[Python-Dev] Tcl and Unicode
Fredrik Lundh
Fredrik Lundh" <effbot@telia.com
Sun, 8 Oct 2000 13:04:50 +0200
guido:
> > This *should* be correct because Tcl/Tk always uses UTF-8 internally.
> > (Even though it is "lenient" when receiving strings -- if a sequence
> > of characters has no valid Unicode representation, it appears to falls
> > back to Latin-1; I don't know the details of this algorithm.)

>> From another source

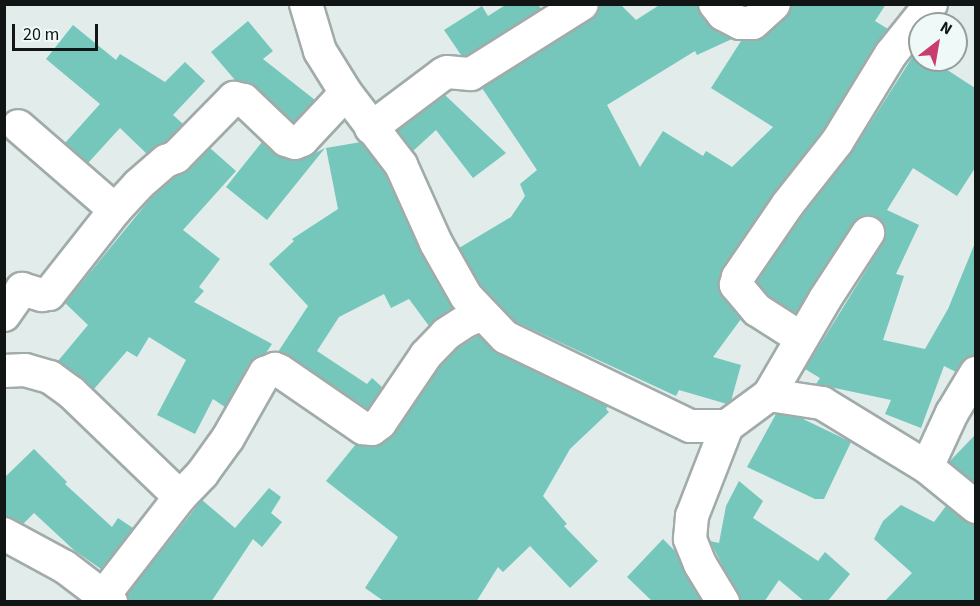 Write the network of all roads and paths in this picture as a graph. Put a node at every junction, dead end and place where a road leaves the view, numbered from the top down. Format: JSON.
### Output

Tcl/Tk uses a 16-bit (UCS-2) unicode string type internally, but
their 8-bit strings use UTF-8.
When converting from external 8-bit strings to unicode, they
convert valid UTF-8 sequences to unicode characters just like
Python, but "a lead-byte not followed by enough trail-bytes
represents itself." (in other words, it's cast from an unsigned
char to an unsigned short).
And the chance that any reasonable Latin-1 string would contain
a UTF-8 lead bytes followed by the right number of UTF-8 trail
bytes is close to zero...
(in case anyone wonders, Python's codec thinks that "close
to zero" isn't good enough, so it raises an exception instead)
tim:
> Dunno, but wouldn't be surprised if they had a notion of default encoding,
> and that it simply appears to be Latin-1 to us because American Windows uses
> a superset of Latin-1.
They have a system encoding, but it's not used here -- it's just
that Latin-1 is a subset of Unicode...
</F>